The question is often asked: "what's a good value for R-squared?" Sometimes the claim is even made: "a model is not useful unless its R-squared is at least x", where x may be some fraction greater than 50%. By this standard, the model we fitted to the differenced, deflated, and seasonally adjusted auto sales series is disappointing: its R-squared is less than 25%. So what IS a good value for R-squared? The correct answer to this question is polite laughter followed by: "That depends!"
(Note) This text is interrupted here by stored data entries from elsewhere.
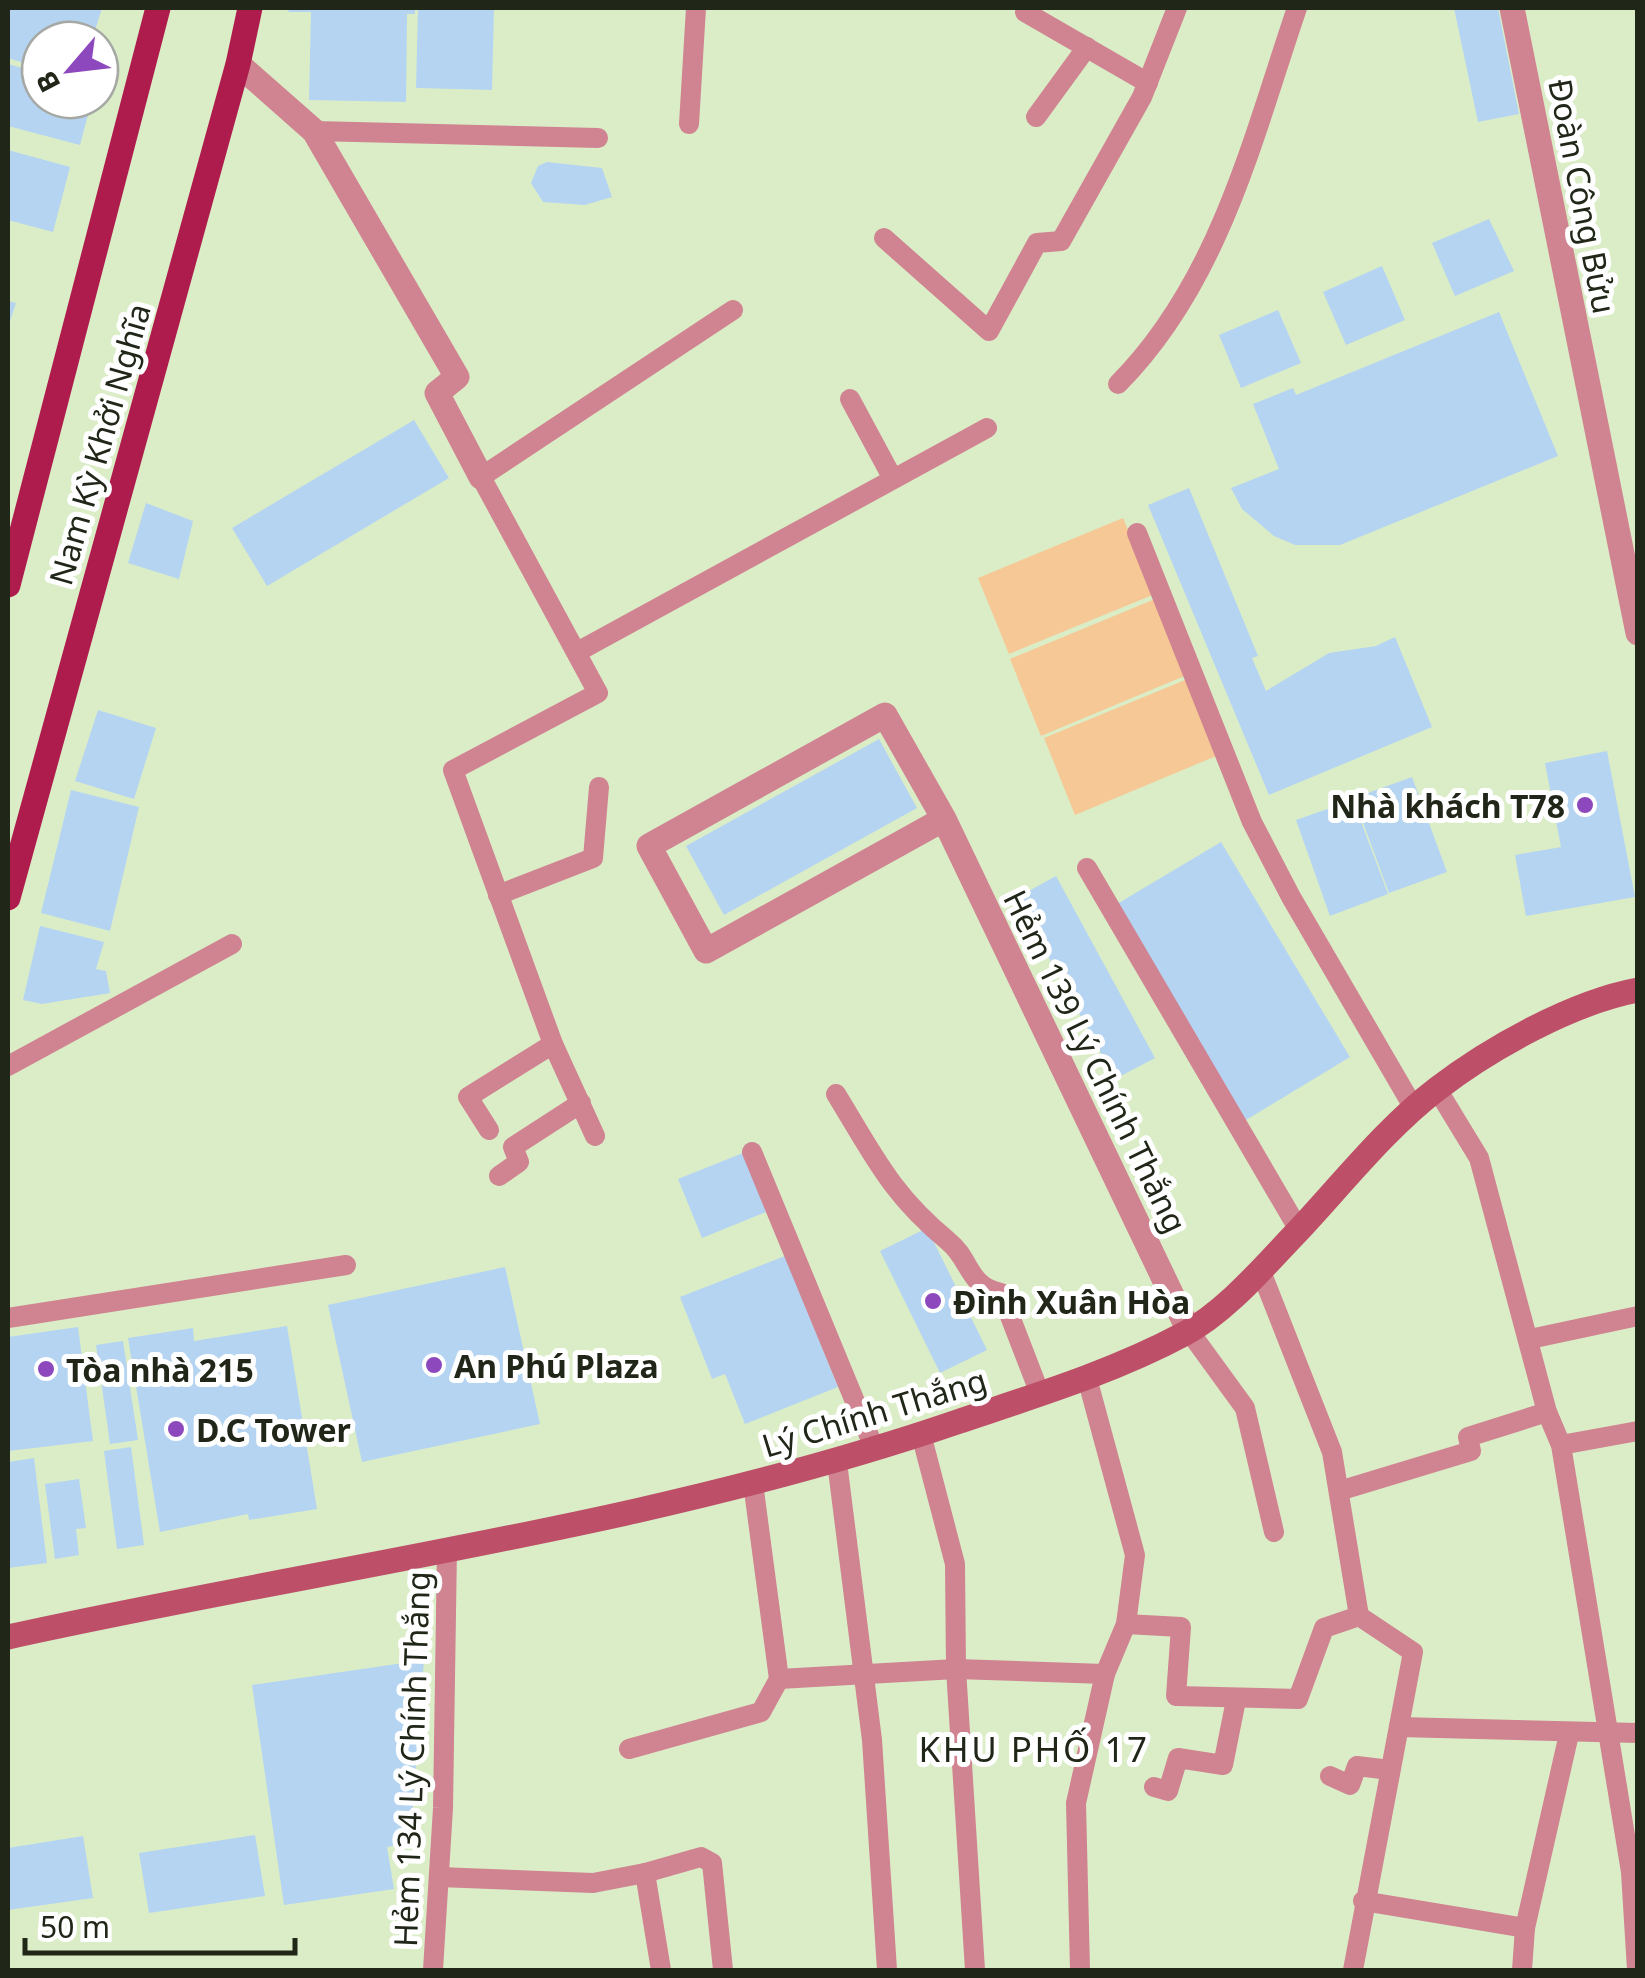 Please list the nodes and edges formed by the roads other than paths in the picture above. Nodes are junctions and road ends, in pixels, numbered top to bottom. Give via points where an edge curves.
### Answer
1 (158, 8) edge
2 (250, 8) edge
3 (696, 8) edge
4 (1177, 8) edge
5 (1296, 8) edge
6 (1512, 8) edge
7 (1025, 12) dead end
8 (1086, 47) junction
9 (238, 64) junction
10 (1148, 83) junction
11 (1036, 117) dead end
12 (688, 124) dead end
13 (314, 131) junction
14 (598, 138) dead end
15 (884, 238) dead end
16 (733, 310) dead end
17 (1118, 384) dead end
18 (850, 400) dead end
19 (987, 428) dead end
20 (481, 477) junction
21 (893, 479) junction
22 (1137, 533) dead end
23 (8, 585) edge
24 (1638, 633) edge
25 (579, 652) junction
26 (599, 786) dead end
27 (944, 819) junction
28 (1086, 868) dead end
29 (498, 894) junction
30 (8, 898) edge
31 (232, 944) dead end
32 (1638, 990) edge
33 (553, 1044) junction
34 (8, 1066) edge
35 (1437, 1089) junction
36 (836, 1094) dead end
37 (581, 1103) junction
38 (1415, 1110) junction
39 (489, 1130) dead end
40 (596, 1136) dead end
41 (752, 1152) dead end
42 (499, 1176) dead end
43 (1299, 1230) junction
44 (346, 1266) dead end
45 (1260, 1270) junction
46 (1638, 1316) edge
47 (8, 1318) edge
48 (1189, 1332) junction
49 (1530, 1339) junction
50 (1087, 1378) junction
51 (1040, 1394) junction
52 (1547, 1412) junction
53 (1638, 1431) edge
54 (921, 1434) junction
55 (1561, 1445) junction
56 (875, 1450) junction
57 (837, 1462) junction
58 (753, 1483) junction
59 (1339, 1490) junction
60 (1274, 1532) dead end
61 (448, 1548) junction
62 (1360, 1616) junction
63 (1126, 1624) junction
64 (8, 1637) edge
65 (956, 1669) junction
66 (865, 1674) junction
67 (1105, 1674) junction
68 (779, 1679) junction
69 (1236, 1700) junction
70 (1399, 1727) junction
71 (1638, 1733) edge
72 (1569, 1734) junction
73 (1608, 1735) junction
74 (629, 1749) dead end
75 (1390, 1770) junction
76 (1330, 1776) dead end
77 (1154, 1788) dead end
78 (645, 1872) junction
79 (439, 1877) junction
80 (1363, 1901) junction
81 (1634, 1914) edge
82 (1525, 1928) junction
83 (433, 1970) edge
84 (661, 1970) edge
85 (723, 1970) edge
86 (887, 1970) edge
87 (975, 1970) edge
88 (1080, 1970) edge
89 (1353, 1970) edge
90 (1522, 1970) edge
91 (1637, 1970) edge

1 - 23 main road, Nam Kỳ Khởi Nghĩa
2 - 9 main road, Nam Kỳ Khởi Nghĩa
3 - 12 lane
4 - 10 lane
5 - 17 lane via 1219,237 1154,347
6 - 24 street, Đoàn Công Bửu
7 - 8 lane
8 - 10 lane
8 - 11 lane
9 - 13 street
9 - 30 main road, Nam Kỳ Khởi Nghĩa
10 - 15 lane via 1060,240 1038,243 989,331
13 - 14 lane
13 - 20 street via 456,377 437,392
16 - 20 lane
18 - 21 lane
19 - 21 lane
20 - 25 lane
21 - 25 lane
22 - 38 lane via 1252,822
25 - 29 lane via 598,693 453,770
26 - 29 lane via 593,858
27 - 27 street, Hẻm 139 Lý Chính Thắng via 706,951 649,846 885,715
27 - 48 street, Hẻm 139 Lý Chính Thắng
28 - 43 lane
29 - 33 lane
31 - 34 lane
32 - 35 main road, Lý Chính Thắng via 1596,998
33 - 37 lane
33 - 39 lane via 468,1097
35 - 38 main road, Lý Chính Thắng
35 - 49 lane via 1479,1158
36 - 51 lane via 897,1195 950,1242 977,1282 1000,1293
37 - 40 lane
37 - 42 lane via 513,1146 519,1162
38 - 43 main road, Lý Chính Thắng
41 - 56 lane
43 - 45 main road, Lý Chính Thắng
44 - 47 lane
45 - 48 main road, Lý Chính Thắng
45 - 59 lane via 1332,1452
46 - 49 lane
48 - 50 main road, Lý Chính Thắng
48 - 60 lane via 1245,1408
49 - 52 lane
50 - 51 main road, Lý Chính Thắng
50 - 63 lane via 1135,1556
51 - 54 main road, Lý Chính Thắng
52 - 55 lane
52 - 59 lane via 1468,1437 1471,1451
53 - 55 lane
54 - 56 main road, Lý Chính Thắng
54 - 65 lane via 955,1564
55 - 73 lane
56 - 57 main road, Lý Chính Thắng
57 - 58 main road, Lý Chính Thắng
57 - 66 lane
58 - 61 main road, Lý Chính Thắng
58 - 68 lane
59 - 62 lane
61 - 64 main road, Lý Chính Thắng
61 - 79 lane, Hẻm 134 Lý Chính Thắng
62 - 69 lane via 1324,1628 1298,1699
62 - 70 lane via 1413,1652
63 - 67 lane
63 - 69 lane via 1181,1627 1176,1696
65 - 66 lane
65 - 67 lane
65 - 87 lane
66 - 68 lane
66 - 86 lane
67 - 88 lane via 1076,1803
68 - 74 lane via 761,1712
69 - 77 lane via 1223,1765 1178,1758 1168,1791
70 - 72 lane
70 - 75 lane
71 - 73 lane
72 - 73 lane
72 - 82 lane
73 - 81 lane
75 - 76 lane via 1357,1766 1350,1785
75 - 80 lane
78 - 79 lane via 593,1883
78 - 84 lane
78 - 85 lane via 701,1857 712,1863
79 - 83 lane, Hẻm 134 Lý Chính Thắng
80 - 82 lane
80 - 89 lane
81 - 91 lane
82 - 90 lane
The term R-squared refers to
the *fraction of variance explained*
by a model, but--what is the relevant variance that demands
explanation?
We have seen by now that there are many *transformations*
that may be applied to a variable before it is used as a dependent
variable in a regression model: deflation, logging, seasonal
adjustment,
differencing. All of these transformations will change the variance
and may also change the *units* in which variance is measured.
Deflation and logging may dramatically change the units of measurement,
while seasonal adjustment and differencing generally reduce the
variance significantly when properly applied. Therefore, if the
dependent variable in the regression model has already been transformed
in some way, it is possible that much of the variance has already
been "explained" merely by the choice of an appropriate
transformation. Seasonal adjustment obviously tries to explain
the seasonal component of the original variance, while differencing
tries to explain changes in the local mean of the series over
time. With respect to which variance should R-squared be measured--that
of the original series, the deflated series, the seasonally adjusted
series, and/or the differenced series? This question does not
always have a clear-cut answer, and as we will see below, there
are usually several reference points that may be of interest in
any particular case.

In analyzing the auto sales
series, we have used the period 1970-1993
as the estimation period. The variance of the original series
over this period is 101.1, measured in units of nominal bazillion
dollars squared. (Remember that variance is measured in *squared*
units, because it is the average squared deviation from the mean.
A bazillion is a large number like a billion squared.) Now, in
general, nominal dollars is not a good unit in which to measure
variance because the units become inflated over time. Thus, for
example, the variance of the second half of the series is much
greater than the variance of the first half, if only because of
the effect of inflation. When we are building forecasting models,
we are usually looking for statistical properties of the data
that are relatively *constant*, which gives us a basis for
extrapolating them into the future. If statistics such as the
variance are changing systematically over time, we usually look
for transformations (such as deflating or logging) which will
make them more constant.

The initial transformation that
seems most appropriate the auto
sales series is a **deflation** transformation--i.e., dividing
by the CPI. The variance of the deflated series is 16.4, measured
in units of 1983 bazillion dollars squared. We might be tempted
to say we have already explained a great deal of the variance--and
in a sense we have, because much of the variance in the original
series is due to inflationary growth--but we can't really directly
compare 101.1 against 16.4, because the latter is in arbitrary
units which depend on the choice of a base year. However, if we
now fit models to the deflated data, it will be meaningful to
speak of the fraction of 16.4 that we have managed to explain.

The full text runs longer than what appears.